Sharing our paths to and through the course: Why are we here? What are we learning?
For professional reasons related to the population she works with, we use Pazee’s first name in this interview.
Pazee is a professional social worker. In her many years of clinical experience, Pazee has served a range of different communities and age groups. Her current clinical workplaces are at the intersection of the mental health and justice systems. She works in forensic mental health, providing mental health treatment in an inpatient setting.
It is in this work setting that Pazee has become strikingly aware that her education so far has failed to provide her with a most pressingly relevant understanding of US history. What she is learning in Black History for a New Day addresses that deep gap in her knowledge.
Pazee’s Background: Another Perspective
Pazee offers yet another perspective on who we are and why we are here as participants in the Black History course. Pazee’s parents came here as refugees in the early 80s. She is the first in her family born in the US. In a very short span of time, Pazee’s family survived wrenching change, moving first to camps in Thailand and, ultimately, resettling in the Upper Midwest. Recounting her family story, Pazee acknowledges, “I could speak on that forever.”
“My family actually lived in Laos as a minority tribal group. Our people were recruited through the CIA. So after the US pulled out from that area, my family fled the country due to the retaliations from the Laos ruling government. We are Hmong.”
The Hmong people and traditions are ancient, spanning at least an 8,000-year historical record. Yet the Hmong people are stateless. Indeed, there are Hmong veterans of the US war in Indochina who still struggle for full recognition of their veteran status.
“They were definitely veterans but they have not been recognized in that manner.”
Raised in Madison, Pazee’s own heritage, Hmong history, and culture were not included in her school curriculum. Sometimes teachers would invite Pazee’s parents to teach Hmong refugee history to the class. Black history was only sometimes added, perhaps during Black History Month. But in Pazee’s experience, it was only because of teachers’ individual initiative that content moved beyond the perspective of White America. This bias was still evident as Pazee spent seven years as a school social worker in Madison schools.
Finding Black History for a New Tomorrow
“Last year, I attended a racial injustice conference offered through the UW-Madison School of Social Work. Our guest speaker spoke to this topic and her involvement in the Black Lives Matter movement. I was left with a sense of guilt and privilege. I felt guilty and helpless knowing that other people of color experience much worse racism than I do as an Asian American. This was a privilege that I wanted to address but wasn’t sure how to do it. I believe this is what drew me to this course. I wanted to know much and just simply have a better understanding of the history behind it. The history I was taught in school was biased and limited. I never learned of the central role of slavery in the development of the country.”
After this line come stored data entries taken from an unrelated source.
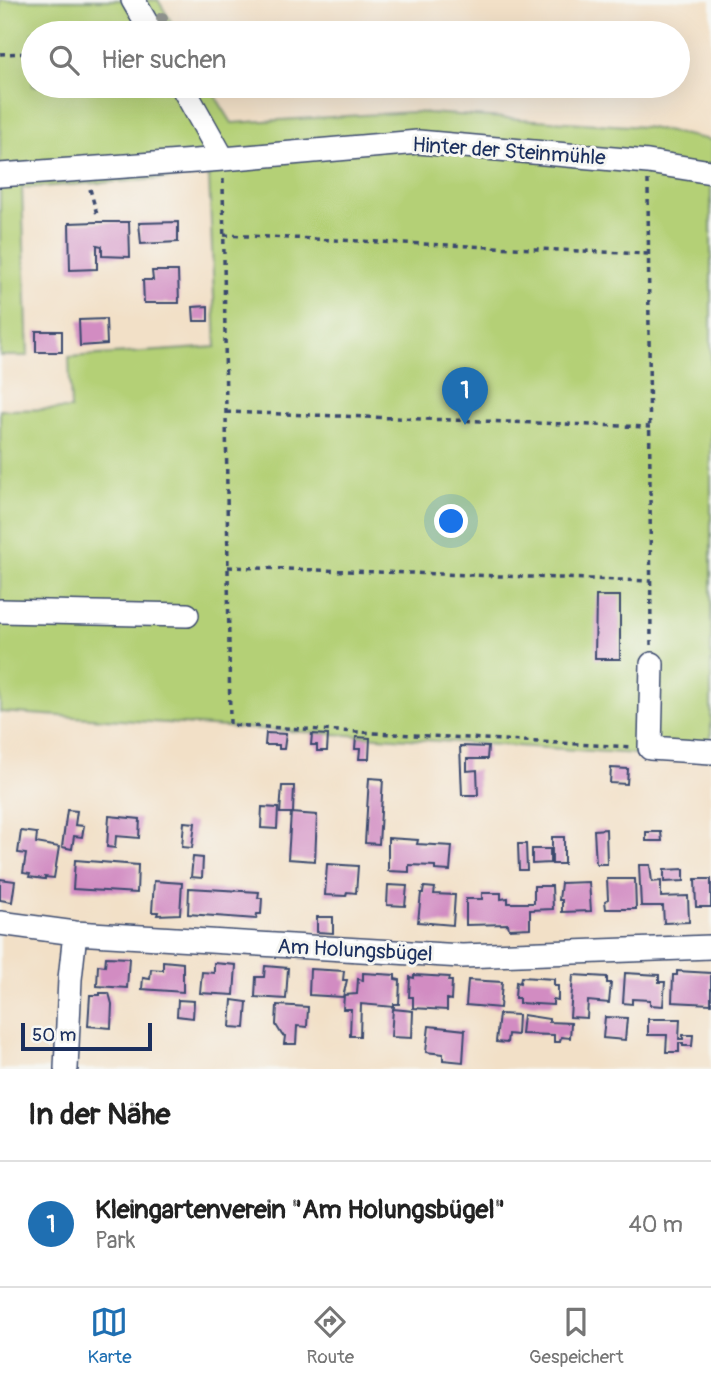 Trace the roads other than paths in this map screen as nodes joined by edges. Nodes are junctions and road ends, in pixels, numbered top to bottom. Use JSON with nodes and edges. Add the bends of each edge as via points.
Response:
{"nodes":[{"id":1,"x":133,"y":0,"type":"edge"},
{"id":2,"x":145,"y":21,"type":"edge"},
{"id":3,"x":189,"y":98,"type":"edge"},
{"id":4,"x":223,"y":159,"type":"junction"},
{"id":5,"x":711,"y":172,"type":"edge"},
{"id":6,"x":0,"y":175,"type":"edge"},
{"id":7,"x":0,"y":611,"type":"edge"},
{"id":8,"x":187,"y":614,"type":"dead end"},
{"id":9,"x":652,"y":664,"type":"road end"},
{"id":10,"x":711,"y":752,"type":"edge"},
{"id":11,"x":0,"y":923,"type":"edge"},
{"id":12,"x":75,"y":933,"type":"junction"},
{"id":13,"x":711,"y":947,"type":"edge"},
{"id":14,"x":66,"y":1069,"type":"edge"}],
"edges":[{"from":1,"to":2,"type":"street"},
{"from":3,"to":4,"type":"street"},
{"from":4,"to":5,"type":"street","name":"Hinter der Steinmühle","via":[[418,142],[648,162]]},
{"from":4,"to":6,"type":"street","name":"Hinter der Steinmühle"},
{"from":7,"to":8,"type":"street"},
{"from":9,"to":10,"type":"street","via":[[650,748]]},
{"from":11,"to":12,"type":"street","name":"Am Holungsbügel"},
{"from":12,"to":13,"type":"street","name":"Am Holungsbügel","via":[[462,956]]},
{"from":12,"to":14,"type":"street"}]}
Pazee has been looking for opportunities to begin to address the gap in her knowledge.
“I’ve faced a lot of challenges in my professional career, dealing with day-to-day racism and micro-aggressions. I always felt at a loss as to how to speak against it. I knew that it existed but I didn’t have the foundation or the content to support why certain things happen – I just knew it was racism I was seeing and experiencing. I didn’t have a way to verbalize it in a way that could help people understand.”
This year Pazee’s employer offered individuals from the social work classification the opportunity to take Black History for a New Day,
“I was looking for more. When I read the informational flyer that I got from work about this class, initially I wasn’t sure if it was right for me. I wondered if it was meant for my demographic because it kind of indicated that they were looking for white allies, or at least this stuck out for me. So I spoke with a colleague who participated in the course last year, also a person of color, and he highly recommended it. “
Pazee did contemplate the course quite seriously. Knowing it would be valuable to her, she needed to weigh how she could manage the course given her on-going commitments.
“I’m working full time. I have a family. I’m also taking coursework for the Addiction Studies certificate at Madison College and am pursuing AODA Substance Abuse Counseling certification. So 7 to 9 PM on a school night just seemed like a really difficult time to cram into my schedule too. But I knew that it was worth it.”
Participating in the course was indeed the right path.
“I’ve already learned so much information that’s never been made available to me before. It makes so much sense and it’s also heart-wrenching. Before this course, I wouldn’t have known where to begin with my questions. Above all, it speaks to the institutionalized racism that exists in our society, our infrastructure, everything! I did know that there was institutionalized racism, but now I know the causes and origins. Now I have a knowledge base to work from to support my statements.”
“I particularly love how Dr. Gee has incorporated his own family history, weaving that throughout the course. It creates an even greater impact in the way that it’s personalized.”
This article was authored and edited by Cecilia Ford with interview participation by Pazee.